III.  Summary of the arguments

A.  For the grievor

[84]  The issue before the Federal Public Sector Labour Relations and Employment Board (“the Board”) is whether the employer violated article 19 of the collective agreement when it refused to investigate and consider Mr. Hill’s harassment complaint on its merits and instead dismissed it as untimely.

[85]  The decision was made pursuant to the Treasury Board’s “Policy on Prevention and Resolution of Harassment in the Workplace” (“the Treasury Board policy”).

[86]  The Treasury Board policy sets out the steps involved in filing, screening, and acknowledging a complaint as follows:

Step 1 - Filing a complaint

The complainant submits a complaint in writing to the delegated manager, or to the next person in the hierarchy if the delegated manager is the subject of the complaint, within one year of the alleged harassment leading to the complaint.
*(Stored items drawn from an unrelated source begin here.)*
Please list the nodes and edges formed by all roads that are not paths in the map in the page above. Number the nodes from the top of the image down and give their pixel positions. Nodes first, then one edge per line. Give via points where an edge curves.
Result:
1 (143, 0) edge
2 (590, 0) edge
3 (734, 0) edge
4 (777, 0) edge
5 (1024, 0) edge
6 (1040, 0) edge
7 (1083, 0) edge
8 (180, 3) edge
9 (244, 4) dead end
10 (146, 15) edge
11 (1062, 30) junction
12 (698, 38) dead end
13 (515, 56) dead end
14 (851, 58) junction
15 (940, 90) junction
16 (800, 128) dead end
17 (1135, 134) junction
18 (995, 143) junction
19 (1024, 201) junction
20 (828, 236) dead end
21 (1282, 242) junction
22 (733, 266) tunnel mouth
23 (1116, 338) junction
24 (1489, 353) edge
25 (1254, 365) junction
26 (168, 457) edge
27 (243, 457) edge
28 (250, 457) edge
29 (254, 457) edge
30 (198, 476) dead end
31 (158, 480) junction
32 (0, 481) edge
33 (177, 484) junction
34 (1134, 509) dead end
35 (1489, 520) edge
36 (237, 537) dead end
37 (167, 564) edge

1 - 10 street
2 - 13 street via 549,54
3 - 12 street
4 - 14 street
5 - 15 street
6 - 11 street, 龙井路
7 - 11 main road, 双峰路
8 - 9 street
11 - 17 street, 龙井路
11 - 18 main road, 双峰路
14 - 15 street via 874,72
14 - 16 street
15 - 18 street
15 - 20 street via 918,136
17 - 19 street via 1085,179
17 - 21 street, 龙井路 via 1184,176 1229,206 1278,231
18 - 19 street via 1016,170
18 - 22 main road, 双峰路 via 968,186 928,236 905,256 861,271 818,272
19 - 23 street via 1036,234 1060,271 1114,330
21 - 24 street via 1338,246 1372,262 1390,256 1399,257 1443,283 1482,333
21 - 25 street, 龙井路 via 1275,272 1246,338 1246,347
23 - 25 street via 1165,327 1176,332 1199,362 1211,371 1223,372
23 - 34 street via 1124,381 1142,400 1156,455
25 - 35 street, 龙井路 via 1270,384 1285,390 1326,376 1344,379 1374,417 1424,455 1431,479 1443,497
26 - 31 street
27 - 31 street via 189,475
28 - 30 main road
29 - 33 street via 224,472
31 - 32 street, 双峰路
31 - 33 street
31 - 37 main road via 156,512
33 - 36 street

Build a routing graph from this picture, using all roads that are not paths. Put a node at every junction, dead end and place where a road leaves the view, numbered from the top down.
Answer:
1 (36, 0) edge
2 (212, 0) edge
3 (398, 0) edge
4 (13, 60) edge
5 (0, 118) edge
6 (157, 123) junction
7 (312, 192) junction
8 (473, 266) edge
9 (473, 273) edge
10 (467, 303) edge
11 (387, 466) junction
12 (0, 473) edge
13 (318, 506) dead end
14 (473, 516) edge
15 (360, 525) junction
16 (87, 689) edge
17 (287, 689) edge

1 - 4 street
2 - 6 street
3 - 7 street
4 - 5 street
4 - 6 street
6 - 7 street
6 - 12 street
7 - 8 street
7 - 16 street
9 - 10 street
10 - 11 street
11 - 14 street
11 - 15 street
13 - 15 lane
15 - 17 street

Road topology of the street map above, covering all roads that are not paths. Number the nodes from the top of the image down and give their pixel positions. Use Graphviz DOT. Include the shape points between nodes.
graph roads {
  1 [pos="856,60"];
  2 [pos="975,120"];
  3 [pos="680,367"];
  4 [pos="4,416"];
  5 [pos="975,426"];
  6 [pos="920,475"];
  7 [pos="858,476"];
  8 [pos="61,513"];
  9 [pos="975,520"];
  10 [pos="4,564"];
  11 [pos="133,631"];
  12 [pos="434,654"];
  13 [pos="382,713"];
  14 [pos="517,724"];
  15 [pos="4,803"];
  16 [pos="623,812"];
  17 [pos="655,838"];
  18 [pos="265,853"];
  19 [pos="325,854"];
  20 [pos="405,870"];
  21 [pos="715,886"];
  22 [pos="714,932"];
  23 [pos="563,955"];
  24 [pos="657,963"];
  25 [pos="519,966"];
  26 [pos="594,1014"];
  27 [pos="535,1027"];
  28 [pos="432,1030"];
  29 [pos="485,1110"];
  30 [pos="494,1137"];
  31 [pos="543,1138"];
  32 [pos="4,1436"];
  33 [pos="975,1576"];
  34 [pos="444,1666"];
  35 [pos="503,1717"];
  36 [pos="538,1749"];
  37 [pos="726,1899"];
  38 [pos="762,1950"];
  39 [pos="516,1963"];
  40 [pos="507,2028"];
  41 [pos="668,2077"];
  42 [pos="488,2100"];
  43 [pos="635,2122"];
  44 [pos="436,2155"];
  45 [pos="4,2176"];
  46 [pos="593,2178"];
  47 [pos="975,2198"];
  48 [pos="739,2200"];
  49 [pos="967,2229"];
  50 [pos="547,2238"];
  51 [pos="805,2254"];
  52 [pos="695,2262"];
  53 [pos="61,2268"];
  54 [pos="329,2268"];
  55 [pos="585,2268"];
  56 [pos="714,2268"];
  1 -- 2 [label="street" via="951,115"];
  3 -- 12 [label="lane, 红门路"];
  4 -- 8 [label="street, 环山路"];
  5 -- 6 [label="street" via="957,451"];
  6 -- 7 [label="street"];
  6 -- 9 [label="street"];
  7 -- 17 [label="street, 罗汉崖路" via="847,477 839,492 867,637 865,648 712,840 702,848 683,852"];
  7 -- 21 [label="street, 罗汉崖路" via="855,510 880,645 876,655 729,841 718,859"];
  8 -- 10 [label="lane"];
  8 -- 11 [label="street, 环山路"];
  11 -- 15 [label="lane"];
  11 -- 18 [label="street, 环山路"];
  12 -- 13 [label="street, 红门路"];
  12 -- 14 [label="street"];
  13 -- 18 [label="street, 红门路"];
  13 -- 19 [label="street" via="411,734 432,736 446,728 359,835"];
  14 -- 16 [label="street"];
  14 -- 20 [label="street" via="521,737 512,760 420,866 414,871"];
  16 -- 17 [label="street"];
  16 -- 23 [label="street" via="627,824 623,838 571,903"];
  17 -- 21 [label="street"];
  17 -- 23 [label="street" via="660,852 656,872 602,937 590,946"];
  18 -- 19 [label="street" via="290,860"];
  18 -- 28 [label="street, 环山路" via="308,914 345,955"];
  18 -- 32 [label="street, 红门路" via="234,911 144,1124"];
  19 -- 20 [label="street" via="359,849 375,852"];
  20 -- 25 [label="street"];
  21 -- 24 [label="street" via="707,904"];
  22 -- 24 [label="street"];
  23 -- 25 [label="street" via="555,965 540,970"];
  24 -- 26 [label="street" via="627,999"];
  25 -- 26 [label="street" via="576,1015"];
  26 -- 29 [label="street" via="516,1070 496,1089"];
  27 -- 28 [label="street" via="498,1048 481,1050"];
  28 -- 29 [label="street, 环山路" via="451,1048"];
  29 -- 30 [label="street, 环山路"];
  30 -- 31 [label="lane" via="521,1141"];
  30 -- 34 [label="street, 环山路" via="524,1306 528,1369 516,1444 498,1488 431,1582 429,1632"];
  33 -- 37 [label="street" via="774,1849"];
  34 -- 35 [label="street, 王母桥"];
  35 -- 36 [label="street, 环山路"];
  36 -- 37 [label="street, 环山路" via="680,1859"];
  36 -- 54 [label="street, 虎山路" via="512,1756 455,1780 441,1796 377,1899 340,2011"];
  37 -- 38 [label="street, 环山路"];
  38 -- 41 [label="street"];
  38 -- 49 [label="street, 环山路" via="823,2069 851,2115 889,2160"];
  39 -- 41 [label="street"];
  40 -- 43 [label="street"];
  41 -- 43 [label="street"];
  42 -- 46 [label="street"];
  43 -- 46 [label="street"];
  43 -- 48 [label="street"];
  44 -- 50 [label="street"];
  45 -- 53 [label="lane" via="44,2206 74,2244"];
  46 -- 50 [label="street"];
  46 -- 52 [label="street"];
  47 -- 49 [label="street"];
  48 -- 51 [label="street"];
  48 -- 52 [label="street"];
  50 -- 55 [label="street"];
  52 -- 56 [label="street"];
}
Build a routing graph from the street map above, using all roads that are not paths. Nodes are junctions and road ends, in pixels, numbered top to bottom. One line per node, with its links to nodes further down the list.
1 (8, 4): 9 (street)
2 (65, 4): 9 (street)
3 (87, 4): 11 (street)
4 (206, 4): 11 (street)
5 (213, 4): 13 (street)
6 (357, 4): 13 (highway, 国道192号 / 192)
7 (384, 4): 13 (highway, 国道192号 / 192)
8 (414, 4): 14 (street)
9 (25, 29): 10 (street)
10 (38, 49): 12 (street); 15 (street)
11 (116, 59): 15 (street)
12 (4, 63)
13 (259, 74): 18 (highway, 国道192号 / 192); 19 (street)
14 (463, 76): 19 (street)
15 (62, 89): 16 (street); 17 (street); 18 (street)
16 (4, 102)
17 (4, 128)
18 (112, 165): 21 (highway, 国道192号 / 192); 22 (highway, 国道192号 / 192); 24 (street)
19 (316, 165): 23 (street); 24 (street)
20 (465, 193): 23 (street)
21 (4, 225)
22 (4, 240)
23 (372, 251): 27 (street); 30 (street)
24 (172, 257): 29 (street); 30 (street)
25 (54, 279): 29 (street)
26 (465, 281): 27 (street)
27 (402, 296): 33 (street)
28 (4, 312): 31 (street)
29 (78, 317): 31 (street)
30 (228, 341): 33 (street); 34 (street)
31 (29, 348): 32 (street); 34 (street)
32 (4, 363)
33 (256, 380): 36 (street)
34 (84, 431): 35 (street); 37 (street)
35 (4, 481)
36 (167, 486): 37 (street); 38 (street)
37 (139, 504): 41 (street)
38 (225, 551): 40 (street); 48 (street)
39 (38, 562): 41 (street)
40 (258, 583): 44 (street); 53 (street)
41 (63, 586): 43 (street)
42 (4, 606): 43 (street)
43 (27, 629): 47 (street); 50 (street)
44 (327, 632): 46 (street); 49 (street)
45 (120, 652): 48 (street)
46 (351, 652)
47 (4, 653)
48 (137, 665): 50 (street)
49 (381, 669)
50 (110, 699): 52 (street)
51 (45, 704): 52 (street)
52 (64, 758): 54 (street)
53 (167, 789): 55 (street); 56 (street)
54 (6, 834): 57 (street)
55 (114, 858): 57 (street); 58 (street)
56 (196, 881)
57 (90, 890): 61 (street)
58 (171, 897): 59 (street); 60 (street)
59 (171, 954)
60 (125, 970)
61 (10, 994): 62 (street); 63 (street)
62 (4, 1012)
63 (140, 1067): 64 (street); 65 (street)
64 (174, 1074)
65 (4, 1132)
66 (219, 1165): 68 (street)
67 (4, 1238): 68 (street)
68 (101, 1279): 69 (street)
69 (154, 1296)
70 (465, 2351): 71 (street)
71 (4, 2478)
The complaint must include the nature of the allegations; the name of the respondent; the relationship of the respondent to the complainant (e.g., supervisor, colleague); the date and a description of the incident(s); and, if applicable, the names of the witnesses. The information provided should be as precise and concise as possible.

Step 2 - Screening and acknowledgement of complaint

Upon receipt of the complaint, the delegated manager screens and acknowledges receipt of the complaint. The criteria used in screening are that the complaint:

• must be filed within one year of the alleged harassment leading to the complaint, unless there are extenuating circumstances; and

• must include the information noted in Step 1.

 

[87]  Whether there were extenuating circumstances is at the heart of the case.

[88]  With Mr. Cook’s assistance, the grievor made the complaint on February 22, 2012. He conceded that that was more than one year after the most recent incident noted in it.

[89]  Section F of the harassment complaint referred to the fact that “[d]espite this evidence and only because Workmen’s Compensation accepted my disability on February 3, 2009, I was ordered back to work by Ms. Jacques in a letter dated May 20, 2009 cc’d to Mr. Langer who would be her senior staffing consultant.”

[90]  That is the most recent incident in the complaint. The date of the letter is in error; it should be July 31, 2009.

[91]  The second-level grievance response, dated December 4, 2012, reads in part, “Your harassment complaint was submitted on February 16, 2012, over two and one-half years after the last contentious communication you experienced with the employer on July 31, 2009.”

[92]  There were extenuating circumstances in which Mr. Hill’s disability was implicated. They explain the late making of the complaint such that the employer discriminated against him when it dismissed the complaint as untimely.

[93]  The test for prima facie discrimination is set out in the Supreme Court of Canada’s decision in Moore v. British Columbia (Education), 2012 SCC 61.

[94]  See also McLaughlin v. Canada Revenue Agency, 2015 PSLREB 83.

[95]  This case is of general interest as it involves an analysis of when article 19 is in play.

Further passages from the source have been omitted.